• Required work
Transcribe the following records exactly, images excluded.

• Recorded information

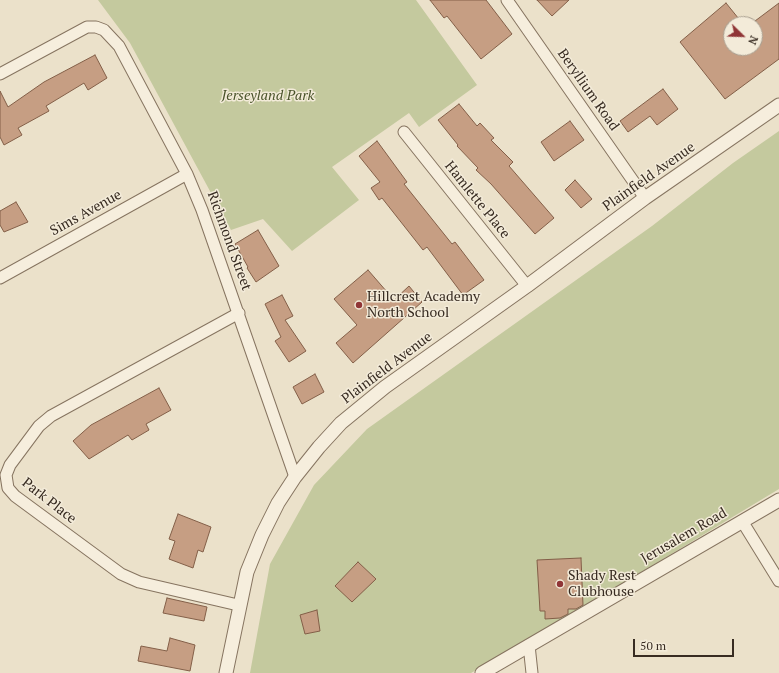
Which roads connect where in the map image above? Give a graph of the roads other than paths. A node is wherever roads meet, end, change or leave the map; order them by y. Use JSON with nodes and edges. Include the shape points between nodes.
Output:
{"nodes":[{"id":1,"x":507,"y":0,"type":"edge"},
{"id":2,"x":0,"y":74,"type":"edge"},
{"id":3,"x":779,"y":105,"type":"edge"},
{"id":4,"x":404,"y":132,"type":"dead end"},
{"id":5,"x":187,"y":174,"type":"junction"},
{"id":6,"x":645,"y":198,"type":"junction"},
{"id":7,"x":0,"y":278,"type":"edge"},
{"id":8,"x":527,"y":286,"type":"junction"},
{"id":9,"x":239,"y":313,"type":"junction"},
{"id":10,"x":295,"y":477,"type":"junction"},
{"id":11,"x":779,"y":500,"type":"edge"},
{"id":12,"x":742,"y":521,"type":"junction"},
{"id":13,"x":779,"y":580,"type":"edge"},
{"id":14,"x":238,"y":605,"type":"junction"},
{"id":15,"x":530,"y":644,"type":"junction"},
{"id":16,"x":226,"y":673,"type":"edge"},
{"id":17,"x":482,"y":673,"type":"edge"},
{"id":18,"x":532,"y":673,"type":"edge"}],
"edges":[{"from":1,"to":6,"type":"street","name":"Beryllium Road"},
{"from":2,"to":5,"type":"street","name":"Richmond Street","via":[[77,31],[87,27],[104,30],[119,46]]},
{"from":3,"to":6,"type":"street","name":"Plainfield Avenue"},
{"from":4,"to":8,"type":"street","name":"Hamlette Place"},
{"from":5,"to":7,"type":"street","name":"Sims Avenue"},
{"from":5,"to":9,"type":"street","name":"Richmond Street"},
{"from":6,"to":8,"type":"street","name":"Plainfield Avenue"},
{"from":8,"to":10,"type":"street","name":"Plainfield Avenue","via":[[363,404],[323,442]]},
{"from":9,"to":10,"type":"street","name":"Richmond Street"},
{"from":9,"to":14,"type":"street","name":"Park Place","via":[[51,416],[39,426],[10,465],[6,475],[8,488],[16,496],[121,574],[139,582]]},
{"from":10,"to":14,"type":"street","name":"Plainfield Avenue","via":[[262,535],[246,572]]},
{"from":11,"to":12,"type":"street","name":"Jerusalem Road"},
{"from":12,"to":13,"type":"street"},
{"from":12,"to":15,"type":"street","name":"Jerusalem Road"},
{"from":14,"to":16,"type":"street","name":"Plainfield Avenue"},
{"from":15,"to":17,"type":"street","name":"Jerusalem Road"},
{"from":15,"to":18,"type":"street"}]}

• Finished task
Which roads connect where in the map image above? Give a graph of the roads other than paths. A node is wherever roads meet, end, change or leave the map; order them by y. Use JSON with nodes and edges. Include the shape points between nodes.
Output:
{"nodes":[{"id":1,"x":507,"y":0,"type":"edge"},
{"id":2,"x":0,"y":74,"type":"edge"},
{"id":3,"x":779,"y":105,"type":"edge"},
{"id":4,"x":404,"y":132,"type":"dead end"},
{"id":5,"x":187,"y":174,"type":"junction"},
{"id":6,"x":645,"y":198,"type":"junction"},
{"id":7,"x":0,"y":278,"type":"edge"},
{"id":8,"x":527,"y":286,"type":"junction"},
{"id":9,"x":239,"y":313,"type":"junction"},
{"id":10,"x":295,"y":477,"type":"junction"},
{"id":11,"x":779,"y":500,"type":"edge"},
{"id":12,"x":742,"y":521,"type":"junction"},
{"id":13,"x":779,"y":580,"type":"edge"},
{"id":14,"x":238,"y":605,"type":"junction"},
{"id":15,"x":530,"y":644,"type":"junction"},
{"id":16,"x":226,"y":673,"type":"edge"},
{"id":17,"x":482,"y":673,"type":"edge"},
{"id":18,"x":532,"y":673,"type":"edge"}],
"edges":[{"from":1,"to":6,"type":"street","name":"Beryllium Road"},
{"from":2,"to":5,"type":"street","name":"Richmond Street","via":[[77,31],[87,27],[104,30],[119,46]]},
{"from":3,"to":6,"type":"street","name":"Plainfield Avenue"},
{"from":4,"to":8,"type":"street","name":"Hamlette Place"},
{"from":5,"to":7,"type":"street","name":"Sims Avenue"},
{"from":5,"to":9,"type":"street","name":"Richmond Street"},
{"from":6,"to":8,"type":"street","name":"Plainfield Avenue"},
{"from":8,"to":10,"type":"street","name":"Plainfield Avenue","via":[[363,404],[323,442]]},
{"from":9,"to":10,"type":"street","name":"Richmond Street"},
{"from":9,"to":14,"type":"street","name":"Park Place","via":[[51,416],[39,426],[10,465],[6,475],[8,488],[16,496],[121,574],[139,582]]},
{"from":10,"to":14,"type":"street","name":"Plainfield Avenue","via":[[262,535],[246,572]]},
{"from":11,"to":12,"type":"street","name":"Jerusalem Road"},
{"from":12,"to":13,"type":"street"},
{"from":12,"to":15,"type":"street","name":"Jerusalem Road"},
{"from":14,"to":16,"type":"street","name":"Plainfield Avenue"},
{"from":15,"to":17,"type":"street","name":"Jerusalem Road"},
{"from":15,"to":18,"type":"street"}]}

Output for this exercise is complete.